Non, les quotas ne sont pas la solution à un problème qui certes existe, mais dont la résolution se trouve sans aucun doute beaucoup plus dans l'éducation, dans la sensibilisation des membres de la direction des entreprises et de leur conseil d'administration, voire dans un rappel fréquent que l'évolution du nombre de femmes dans les conseils d'administration, la direction des entreprises ou le comité des grandes associations - qu'elles soient d'ailleurs économiques ou politiques - n'est vraisemblablement pas assez rapide.
Le texte qui vous est proposé comporte par ailleurs un piège, un de plus, à savoir qu'à côté d'un quota au sein des conseils d'administration, il prévoit aussi des quotas dans les directions. Or, les administrateurs d'une société ne se rencontrent en général qu'un certain nombre de fois durant l'année et reçoivent pour cela des honoraires. Tandis que l'introduction de quotas au sein de la direction des entreprises représenterait une atteinte très forte à la liberté contractuelle, principe auquel nous sommes tous attachés.
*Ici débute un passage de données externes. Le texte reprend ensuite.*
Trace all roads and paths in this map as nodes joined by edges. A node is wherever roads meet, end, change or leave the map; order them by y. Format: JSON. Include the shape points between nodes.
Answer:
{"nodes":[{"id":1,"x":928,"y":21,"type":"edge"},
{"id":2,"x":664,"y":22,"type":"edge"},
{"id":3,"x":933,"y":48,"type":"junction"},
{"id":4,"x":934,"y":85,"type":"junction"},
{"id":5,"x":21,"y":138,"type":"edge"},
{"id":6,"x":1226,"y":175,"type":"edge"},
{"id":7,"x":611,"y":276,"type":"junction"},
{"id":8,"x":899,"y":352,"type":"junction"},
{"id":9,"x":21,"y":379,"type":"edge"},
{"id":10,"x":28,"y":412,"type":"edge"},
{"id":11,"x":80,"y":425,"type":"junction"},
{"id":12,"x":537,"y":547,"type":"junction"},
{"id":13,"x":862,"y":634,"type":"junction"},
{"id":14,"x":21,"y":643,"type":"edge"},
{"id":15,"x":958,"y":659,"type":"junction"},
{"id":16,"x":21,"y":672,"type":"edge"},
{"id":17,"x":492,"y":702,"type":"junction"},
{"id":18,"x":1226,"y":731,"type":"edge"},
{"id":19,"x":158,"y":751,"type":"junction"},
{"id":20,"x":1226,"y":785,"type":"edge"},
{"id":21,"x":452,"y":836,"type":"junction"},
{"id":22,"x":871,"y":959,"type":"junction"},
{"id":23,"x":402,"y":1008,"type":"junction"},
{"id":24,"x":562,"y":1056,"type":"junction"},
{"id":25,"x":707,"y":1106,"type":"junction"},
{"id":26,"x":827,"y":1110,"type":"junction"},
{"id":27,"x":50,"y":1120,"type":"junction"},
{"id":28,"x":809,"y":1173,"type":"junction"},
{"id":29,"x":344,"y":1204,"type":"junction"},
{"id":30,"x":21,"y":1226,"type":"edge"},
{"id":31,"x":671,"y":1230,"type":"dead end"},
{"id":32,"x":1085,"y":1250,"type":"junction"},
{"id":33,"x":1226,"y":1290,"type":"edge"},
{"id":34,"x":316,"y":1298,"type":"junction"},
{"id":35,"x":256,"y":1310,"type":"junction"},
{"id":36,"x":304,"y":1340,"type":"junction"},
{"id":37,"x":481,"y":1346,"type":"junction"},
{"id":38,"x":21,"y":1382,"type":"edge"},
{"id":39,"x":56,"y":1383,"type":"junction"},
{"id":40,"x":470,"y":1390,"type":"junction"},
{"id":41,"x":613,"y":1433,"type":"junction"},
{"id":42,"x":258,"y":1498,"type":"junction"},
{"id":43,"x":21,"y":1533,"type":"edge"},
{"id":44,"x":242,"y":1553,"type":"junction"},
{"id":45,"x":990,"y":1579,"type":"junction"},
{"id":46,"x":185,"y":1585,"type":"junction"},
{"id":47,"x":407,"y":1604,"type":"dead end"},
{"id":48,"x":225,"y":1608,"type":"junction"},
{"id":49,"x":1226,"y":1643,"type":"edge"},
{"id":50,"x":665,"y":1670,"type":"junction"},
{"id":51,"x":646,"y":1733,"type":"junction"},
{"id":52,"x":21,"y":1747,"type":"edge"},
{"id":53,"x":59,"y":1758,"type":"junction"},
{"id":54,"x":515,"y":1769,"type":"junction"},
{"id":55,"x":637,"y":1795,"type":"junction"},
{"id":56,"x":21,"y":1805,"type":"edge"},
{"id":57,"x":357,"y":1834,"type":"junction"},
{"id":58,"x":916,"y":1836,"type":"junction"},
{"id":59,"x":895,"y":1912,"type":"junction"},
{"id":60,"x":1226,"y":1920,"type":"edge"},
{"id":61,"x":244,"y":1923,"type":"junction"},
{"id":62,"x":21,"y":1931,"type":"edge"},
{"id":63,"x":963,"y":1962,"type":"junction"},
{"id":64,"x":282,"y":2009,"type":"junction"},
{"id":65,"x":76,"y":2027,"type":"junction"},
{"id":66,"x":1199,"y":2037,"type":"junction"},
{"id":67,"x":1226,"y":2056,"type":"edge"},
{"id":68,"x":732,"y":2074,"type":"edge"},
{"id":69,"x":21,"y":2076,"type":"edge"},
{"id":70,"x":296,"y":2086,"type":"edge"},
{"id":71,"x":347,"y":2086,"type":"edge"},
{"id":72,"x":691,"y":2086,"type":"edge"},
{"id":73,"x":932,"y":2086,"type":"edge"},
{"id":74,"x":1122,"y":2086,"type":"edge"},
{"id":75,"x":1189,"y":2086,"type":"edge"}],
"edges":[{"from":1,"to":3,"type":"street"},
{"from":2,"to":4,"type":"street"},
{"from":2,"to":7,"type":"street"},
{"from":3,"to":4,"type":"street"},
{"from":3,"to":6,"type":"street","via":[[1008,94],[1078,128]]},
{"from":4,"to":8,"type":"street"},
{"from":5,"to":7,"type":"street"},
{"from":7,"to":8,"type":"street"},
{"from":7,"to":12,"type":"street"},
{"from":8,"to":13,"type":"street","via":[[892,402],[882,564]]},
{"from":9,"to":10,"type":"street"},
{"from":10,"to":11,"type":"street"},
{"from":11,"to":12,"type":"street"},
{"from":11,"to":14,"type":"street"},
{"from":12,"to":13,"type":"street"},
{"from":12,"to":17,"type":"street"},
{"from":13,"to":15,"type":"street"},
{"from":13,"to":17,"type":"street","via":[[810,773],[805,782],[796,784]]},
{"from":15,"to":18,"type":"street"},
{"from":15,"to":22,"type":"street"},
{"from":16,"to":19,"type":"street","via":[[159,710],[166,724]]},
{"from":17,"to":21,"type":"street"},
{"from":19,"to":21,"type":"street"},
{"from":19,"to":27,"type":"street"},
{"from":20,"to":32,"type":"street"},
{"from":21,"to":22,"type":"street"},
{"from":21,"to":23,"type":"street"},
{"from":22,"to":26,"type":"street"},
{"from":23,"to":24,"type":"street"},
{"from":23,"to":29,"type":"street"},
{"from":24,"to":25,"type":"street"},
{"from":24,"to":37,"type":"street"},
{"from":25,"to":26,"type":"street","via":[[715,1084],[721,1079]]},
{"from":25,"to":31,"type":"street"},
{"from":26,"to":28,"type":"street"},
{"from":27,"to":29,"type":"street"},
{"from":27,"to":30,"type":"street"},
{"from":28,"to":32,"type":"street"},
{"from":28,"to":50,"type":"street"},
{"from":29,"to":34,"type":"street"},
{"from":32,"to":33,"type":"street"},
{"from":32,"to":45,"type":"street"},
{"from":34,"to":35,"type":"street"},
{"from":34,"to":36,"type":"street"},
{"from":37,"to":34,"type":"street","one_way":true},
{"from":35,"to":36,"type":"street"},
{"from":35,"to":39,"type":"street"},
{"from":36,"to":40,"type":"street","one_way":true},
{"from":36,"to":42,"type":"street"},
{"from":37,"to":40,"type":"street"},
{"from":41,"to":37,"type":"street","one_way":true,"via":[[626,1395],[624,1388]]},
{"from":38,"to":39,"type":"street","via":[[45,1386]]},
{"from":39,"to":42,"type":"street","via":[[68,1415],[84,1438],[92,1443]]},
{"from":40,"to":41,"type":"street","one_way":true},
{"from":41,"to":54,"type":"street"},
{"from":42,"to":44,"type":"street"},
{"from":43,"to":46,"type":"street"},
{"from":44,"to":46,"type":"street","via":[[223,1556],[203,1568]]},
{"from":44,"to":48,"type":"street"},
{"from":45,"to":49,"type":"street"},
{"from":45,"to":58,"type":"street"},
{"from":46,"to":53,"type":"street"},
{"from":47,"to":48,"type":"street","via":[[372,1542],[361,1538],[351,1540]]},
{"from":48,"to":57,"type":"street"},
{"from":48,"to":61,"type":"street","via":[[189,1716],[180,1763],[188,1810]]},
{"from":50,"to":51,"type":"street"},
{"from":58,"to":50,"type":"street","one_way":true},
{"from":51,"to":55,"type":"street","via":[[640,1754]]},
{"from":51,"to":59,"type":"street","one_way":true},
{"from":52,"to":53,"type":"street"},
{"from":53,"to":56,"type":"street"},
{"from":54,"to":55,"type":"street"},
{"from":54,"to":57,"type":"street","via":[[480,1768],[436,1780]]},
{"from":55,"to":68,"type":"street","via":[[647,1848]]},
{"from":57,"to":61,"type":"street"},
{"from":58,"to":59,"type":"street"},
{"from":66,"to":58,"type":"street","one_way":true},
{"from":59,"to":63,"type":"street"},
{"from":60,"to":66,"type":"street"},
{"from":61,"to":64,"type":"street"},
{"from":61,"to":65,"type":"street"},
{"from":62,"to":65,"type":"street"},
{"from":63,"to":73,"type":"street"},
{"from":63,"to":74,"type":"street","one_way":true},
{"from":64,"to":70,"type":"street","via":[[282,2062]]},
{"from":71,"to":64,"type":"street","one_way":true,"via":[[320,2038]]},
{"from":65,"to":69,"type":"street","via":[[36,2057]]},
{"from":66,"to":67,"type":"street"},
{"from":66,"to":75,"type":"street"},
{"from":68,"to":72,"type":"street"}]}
Cette liberté contractuelle postule qu'en matière de contrat de travail aussi je suis libre de conclure un contrat avec qui je veux et de mettre ce que je veux dans le contrat. Rendez-vous compte que l'introduction de quotas dans la direction des entreprises revient à exiger d'un employeur qu'il ne puisse plus choisir librement une partie de ses collaborateurs, pourtant tous salariés.
Enfin, l'introduction d'une clause abrogatoire - "sunset clause" - après une période de dix ans est, de l'avis du groupe libéral-radical, une fausse bonne idée dont le seul but est vraisemblablement de tenter, aujourd'hui, de faire fléchir certains d'entre nous, étant entendu que dans dix ans il y aura une multitude de bonnes raisons pour poursuivre l'exercice, sans que cette réflexion ou constatation ait bien évidemment un lien avec ce dont nous avons discuté il y a quelques jours.
Pour toutes ces raisons, le groupe libéral-radical rejettera la plupart des propositions du Conseil fédéral et de la Commission des affaires juridiques en lien avec l'introduction de quotas de genre dans le Code des obligations. Pour ce qui concerne les autres propositions de minorité relatives au bloc 3, notre groupe les rejettera toutes, à l'exception de la proposition de la minorité Markwalder à l'article 653s et de la proposition Aeschi Thomas en lien avec diverses questions fiscales, et ce de manière à permettre au Conseil des Etats de discuter lui aussi de ces questions de fiscalité.